We rushed home and on the way saw people belonging to the tribal community being identified and beaten up. On reaching the colony, we saw the church and some houses already on fire. We turned towards the former MP’s house and found that the entire locality had gathered there. Panic was high.
Also read: ‘We Left Home on May 3 and Ran to the Hills’: A Manipur Violence Survivor’s First Person Account
On asking, we learnt that some people in Manipur state police commando fatigue wearing helmets had come to the locality and warned the people that our houses would most likely be attacked and therefore, they must all gather at the house of the politician who belongs to our tribe. The residents followed the instructions of the men whom they took to be genuine police commandos. Till then, we did not know that large mobs had apparently looted weapons and other police fatigue from several police stations. We now think that we were rounded up at one place so that there would be no resistance when our colony and the place of worship would be set on fire.

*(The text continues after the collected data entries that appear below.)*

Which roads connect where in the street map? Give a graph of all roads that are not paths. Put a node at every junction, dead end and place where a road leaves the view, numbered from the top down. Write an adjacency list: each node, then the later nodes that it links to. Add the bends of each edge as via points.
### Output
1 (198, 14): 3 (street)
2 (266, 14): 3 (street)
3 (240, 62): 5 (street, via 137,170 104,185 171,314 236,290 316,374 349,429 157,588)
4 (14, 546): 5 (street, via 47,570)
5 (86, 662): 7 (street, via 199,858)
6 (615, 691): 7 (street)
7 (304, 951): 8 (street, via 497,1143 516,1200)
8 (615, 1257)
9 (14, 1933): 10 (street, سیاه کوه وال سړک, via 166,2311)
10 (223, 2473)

The next morning (May 4), Manipur Rifles commandoes reached the former MP’s house and escorted all of us to its campus.
Meanwhile, the woman who lost her husband managed to procure an ambulance with the help of a ruling party (BJP) MLA from a hill district. She, along with one other woman and two men from her town, bundled the body into the ambulance and began their journey. However, when they reached Singjamei locality within the capital city, a mob surrounded them and demanded to see their identity; when the passengers refused, the mob forcefully removed the body onto the footpath, pulled the passengers out and beat them up, even as the driver who belonged to the Meitei community fled the scene for safety. One of the men died on the spot while the three others managed to take shelter at a house. The ambulance was burnt down. The body remained on the footpath.
Somehow, they managed to place a call to the nearest Assam Rifles camp which dispatched a vehicle to pick them up along with the body.

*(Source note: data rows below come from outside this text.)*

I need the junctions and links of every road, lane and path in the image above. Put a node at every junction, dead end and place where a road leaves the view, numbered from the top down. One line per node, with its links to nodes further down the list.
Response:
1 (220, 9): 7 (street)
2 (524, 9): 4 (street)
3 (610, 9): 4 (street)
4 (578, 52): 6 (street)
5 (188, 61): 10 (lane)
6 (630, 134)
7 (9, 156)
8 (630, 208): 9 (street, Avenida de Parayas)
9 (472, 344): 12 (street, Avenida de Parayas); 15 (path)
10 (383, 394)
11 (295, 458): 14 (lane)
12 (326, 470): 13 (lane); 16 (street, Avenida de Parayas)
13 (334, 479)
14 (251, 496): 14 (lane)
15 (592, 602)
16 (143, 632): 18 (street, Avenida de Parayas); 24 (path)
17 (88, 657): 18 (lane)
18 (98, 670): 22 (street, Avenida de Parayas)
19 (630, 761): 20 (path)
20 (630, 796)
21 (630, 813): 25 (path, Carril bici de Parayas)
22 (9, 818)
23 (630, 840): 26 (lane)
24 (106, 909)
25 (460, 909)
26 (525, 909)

Our family continued to stay inside the Manipur Rifles campus as people were slowly being taken to their homes in the hill districts with escorts. We had failed to find a place in those vehicles. We didn’t face any shortage of food and water in the camp, though. Since there is a church inside the campus, the church workers also made arrangement for food distribution.
On May 8, coming out of the safety of the campus after four days, we were gripped by fear and uncertain whether we would reach home safe. We did.

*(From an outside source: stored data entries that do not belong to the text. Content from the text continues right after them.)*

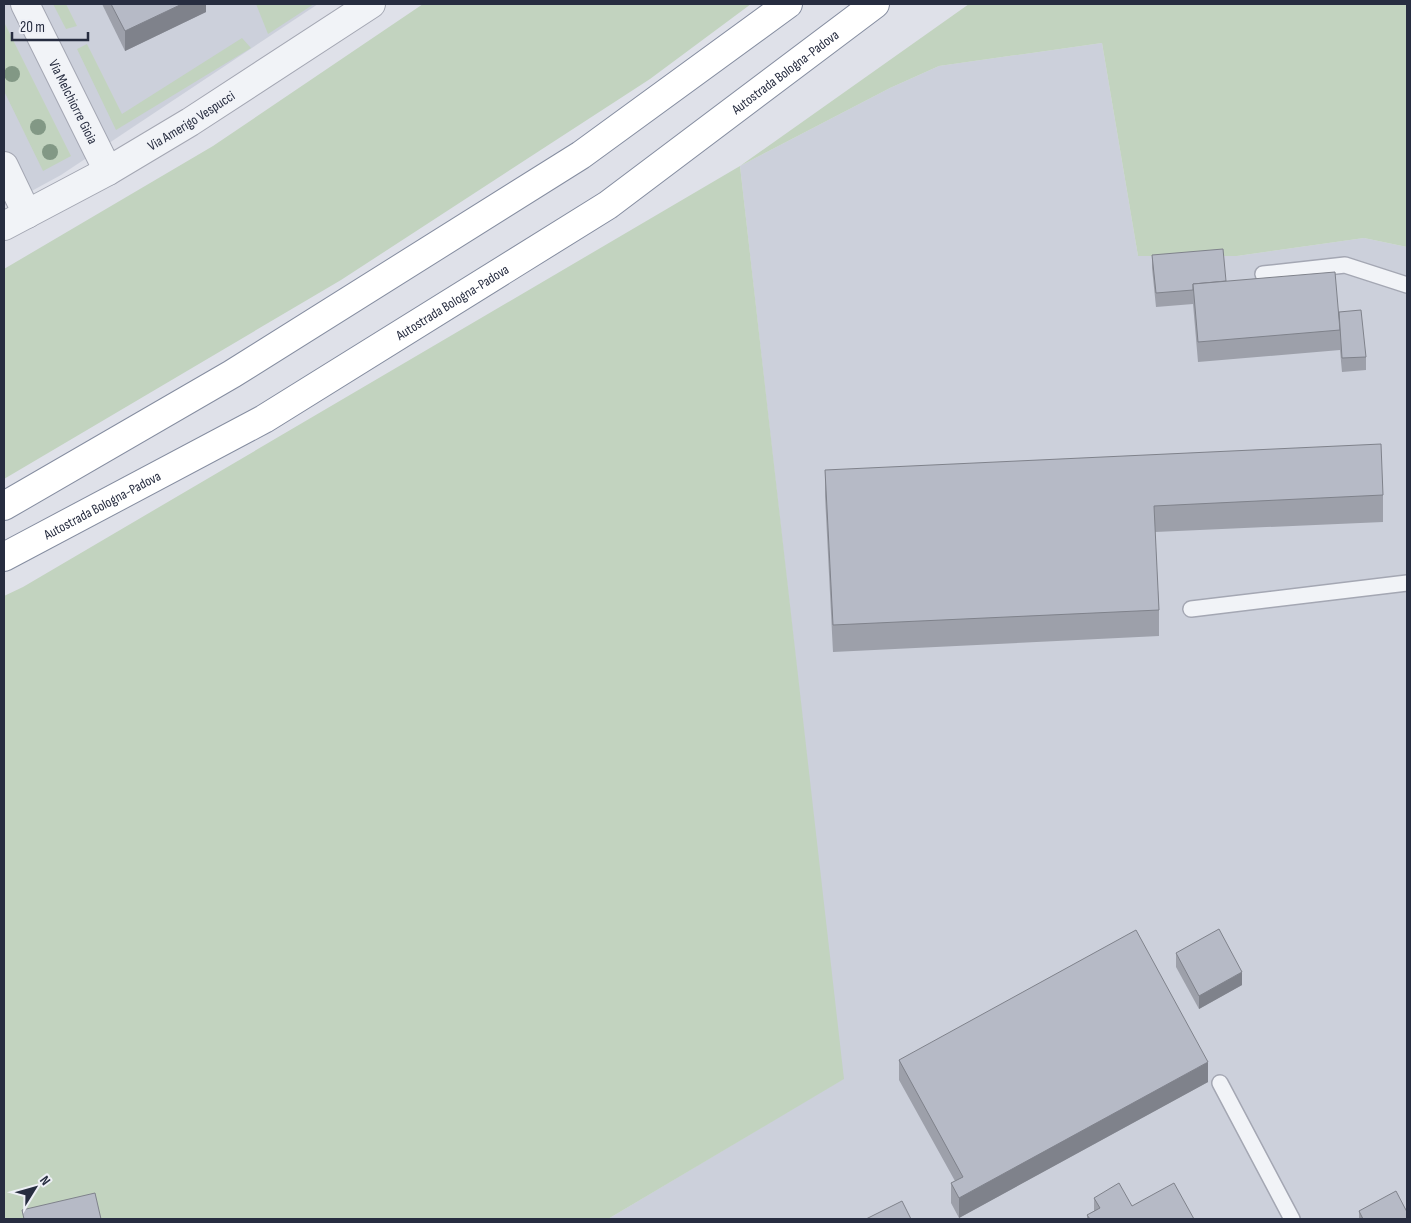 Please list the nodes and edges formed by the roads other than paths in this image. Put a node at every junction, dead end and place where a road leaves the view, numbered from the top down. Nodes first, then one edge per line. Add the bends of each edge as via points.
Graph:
1 (25, 4) edge
2 (371, 4) edge
3 (788, 4) edge
4 (875, 4) edge
5 (4, 166) edge
6 (108, 171) junction
7 (27, 214) junction
8 (4, 226) edge
9 (1263, 274) dead end
10 (1407, 285) edge
11 (4, 506) edge
12 (4, 558) edge
13 (1407, 583) edge
14 (1191, 609) dead end
15 (1220, 1082) dead end
16 (1292, 1219) edge

1 - 6 street, Via Melchiorre Gioia
2 - 6 street, Via Amerigo Vespucci via 190,122
3 - 11 highway via 580,154 232,374
4 - 12 highway, Autostrada Bologna-Padova via 608,205 264,419
5 - 7 street
6 - 7 street, Via Amerigo Vespucci
7 - 8 street, Via Amerigo Vespucci
9 - 10 lane via 1345,265
13 - 14 lane
15 - 16 lane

On the way, the leftovers of a capital city coming under the control of mob were strewn all over – rows and rows of burnt down vehicles, shops, houses. I thought of my house and felt a lump in my throat.
When peace returns, I may like to return to Imphal because I have a permanent job there. It is also the reason I am relating the ordeal I and my family went through during the ethnic clash under a pseudonym here. In these uncertain and communally volatile times, I don’t want to be identified.
If I ever return, I will have to start from scratch, only because those 19 years of working hard to settle down have gone up in smoke in one stroke.
(As told to Sangeeta Barooah Pisharoty in a telephonic chat from Kangpokpi)
(Hoinu Haokip is not the author’s real name)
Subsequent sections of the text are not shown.